Could it be? Did less than 10 percent of Obama’s Cabinet appointments have private-sector experience before working for the president?

The email ends with a request to forward it to at least two other people.

"100 would be even better," it said.

Those who receive the email may want to hold off before doing so to make sure they’re distributing accurate information.

One consistent theme of criticism leveled against Obama is that he does not comprehend what the American economy needs in order to grow because the president doesn’t understand how the private sector works. Obama campaign officials respond that his economic policies helped keep the nation from falling into a depression and have resulted in a modest recovery.

So what about his Cabinet? Obama critics appear to be fond of claiming the president’s Cabinet had little private-sector experience, using a chart that accompanied a column written in Forbes about Obama’s "business blind spot" in 2009.

Obama had by far the lowest percentage on the chart. John F. Kennedy was the next lowest, with just below 30 percent of his Cabinet appointments having private-sector experience. Most of the others were between 40 percent and 50 percent.

The writer, Michael Cembalest, examined the histories of nine Cabinet positions for the comparison. The departments they headed were Agriculture, Commerce, Energy, Housing and Urban Development, Interior, Labor, State, Transportation and Treasury:

Conservative commentator Glenn Beck talked about the chart on his show shortly afterward, saying less than 10 percent of Obama's Cabinet appointees "have any experience in the private sector." PolitiFact examined Beck’s statement, came across the Forbes article and did its own research. It found three Obama Cabinet members in those nine departments that Cembalest cited had significant corporate or business experience: Steven Chu in Energy, Shaun Donovan in HUD and Ken Salazar in Interior.

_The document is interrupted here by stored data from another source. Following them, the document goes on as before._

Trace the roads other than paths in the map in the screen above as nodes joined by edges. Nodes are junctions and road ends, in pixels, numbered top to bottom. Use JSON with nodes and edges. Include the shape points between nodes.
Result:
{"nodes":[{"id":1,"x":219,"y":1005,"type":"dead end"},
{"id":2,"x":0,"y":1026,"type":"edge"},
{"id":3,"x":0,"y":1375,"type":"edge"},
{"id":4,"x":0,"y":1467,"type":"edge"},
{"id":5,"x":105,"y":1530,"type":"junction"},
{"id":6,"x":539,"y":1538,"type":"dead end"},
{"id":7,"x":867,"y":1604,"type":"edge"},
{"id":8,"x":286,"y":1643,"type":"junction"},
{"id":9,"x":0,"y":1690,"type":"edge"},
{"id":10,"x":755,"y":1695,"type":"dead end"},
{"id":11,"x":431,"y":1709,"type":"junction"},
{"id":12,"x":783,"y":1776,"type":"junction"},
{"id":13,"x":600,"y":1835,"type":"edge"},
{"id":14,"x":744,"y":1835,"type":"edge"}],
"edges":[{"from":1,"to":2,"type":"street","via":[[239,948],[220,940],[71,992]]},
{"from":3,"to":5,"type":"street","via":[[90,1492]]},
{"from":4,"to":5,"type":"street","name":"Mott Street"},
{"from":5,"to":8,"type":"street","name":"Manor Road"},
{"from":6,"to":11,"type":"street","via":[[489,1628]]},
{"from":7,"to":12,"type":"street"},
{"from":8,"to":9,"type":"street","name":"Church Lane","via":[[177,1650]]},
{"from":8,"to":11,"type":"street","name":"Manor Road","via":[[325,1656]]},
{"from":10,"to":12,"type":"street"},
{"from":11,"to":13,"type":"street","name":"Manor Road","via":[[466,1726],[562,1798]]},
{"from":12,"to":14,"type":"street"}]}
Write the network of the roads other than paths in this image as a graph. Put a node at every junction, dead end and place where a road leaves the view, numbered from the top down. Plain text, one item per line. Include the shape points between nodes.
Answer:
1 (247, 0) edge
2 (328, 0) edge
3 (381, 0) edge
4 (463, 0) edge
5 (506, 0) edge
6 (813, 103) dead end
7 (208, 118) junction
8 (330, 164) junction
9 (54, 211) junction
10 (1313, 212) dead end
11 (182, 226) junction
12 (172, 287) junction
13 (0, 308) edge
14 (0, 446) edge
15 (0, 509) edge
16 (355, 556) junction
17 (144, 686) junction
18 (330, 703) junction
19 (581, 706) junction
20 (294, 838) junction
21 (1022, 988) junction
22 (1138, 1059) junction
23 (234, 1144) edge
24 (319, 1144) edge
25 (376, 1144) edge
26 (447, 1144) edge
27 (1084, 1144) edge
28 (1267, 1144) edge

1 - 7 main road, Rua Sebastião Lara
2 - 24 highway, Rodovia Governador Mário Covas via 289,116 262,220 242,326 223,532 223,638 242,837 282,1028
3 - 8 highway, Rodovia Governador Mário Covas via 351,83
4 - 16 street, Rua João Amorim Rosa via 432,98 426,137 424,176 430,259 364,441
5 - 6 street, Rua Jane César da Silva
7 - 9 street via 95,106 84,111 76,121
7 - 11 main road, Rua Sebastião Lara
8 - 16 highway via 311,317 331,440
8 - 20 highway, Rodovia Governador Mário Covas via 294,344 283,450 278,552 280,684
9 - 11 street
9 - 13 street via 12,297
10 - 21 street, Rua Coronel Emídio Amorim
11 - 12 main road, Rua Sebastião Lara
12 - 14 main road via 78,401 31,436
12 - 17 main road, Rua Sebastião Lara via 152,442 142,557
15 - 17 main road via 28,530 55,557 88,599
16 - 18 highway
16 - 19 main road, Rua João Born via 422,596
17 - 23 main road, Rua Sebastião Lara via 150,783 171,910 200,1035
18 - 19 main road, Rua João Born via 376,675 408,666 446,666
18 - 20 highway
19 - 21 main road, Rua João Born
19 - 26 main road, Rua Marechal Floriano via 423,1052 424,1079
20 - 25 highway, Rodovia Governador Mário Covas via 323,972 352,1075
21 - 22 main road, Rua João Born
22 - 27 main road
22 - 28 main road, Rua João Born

Chu headed the electronics research lab at AT&T Bell Laboratories; Donovan served as managing director of Prudential Mortgage Capital Co.; and Salazar has been a partner in his family's farm, and he owned and operated a Dairy Queen and radio stations in his home state of Colorado.

Three other Obama appointees had legal experience in the private sector: Secretary of State Hillary Rodham Clinton, Agriculture Secretary Tom Vilsack and Commerce Secretary Gary Locke. Treasury Secretary Timothy Geithner worked for Kissinger Associates, a consulting firm that advises international corporations on political and economic conditions overseas.

Cembalest said that he did discount the corporate experience of Clinton, Vilsack and Locke. Cembalest acknowledged fault in missing Salazar's business background, saying he would have given him a full point if he had it to do over again. Cembalest said Chu and Donovan did not represent the kind of private-sector business experience he was looking for when doing his study. Cembalest said he did not mean for his research to be used for political ends.

Beck got a False on the Truth-O-Meter for repeating the claim, holding the commentator accountable for his words. Nearly two years later, in August 2011, U.S. Rep. Michele Bachmann, R-Minn., made a similar claim about Obama’s Cabinet during the early stages of her presidential bid.

"[Obama] has virtually no one in his Cabinet with private-sector experience," she said.

Not true. Her claim got a Pants on Fire.

Once again, the chart contains data that the author has since said was missing some information. It seems clear that more than 10 percent of Obama’s Cabinet has private-sector experience. The authors of this chain email should know better by now. We say hit the delete button on this claim. Pants on Fire.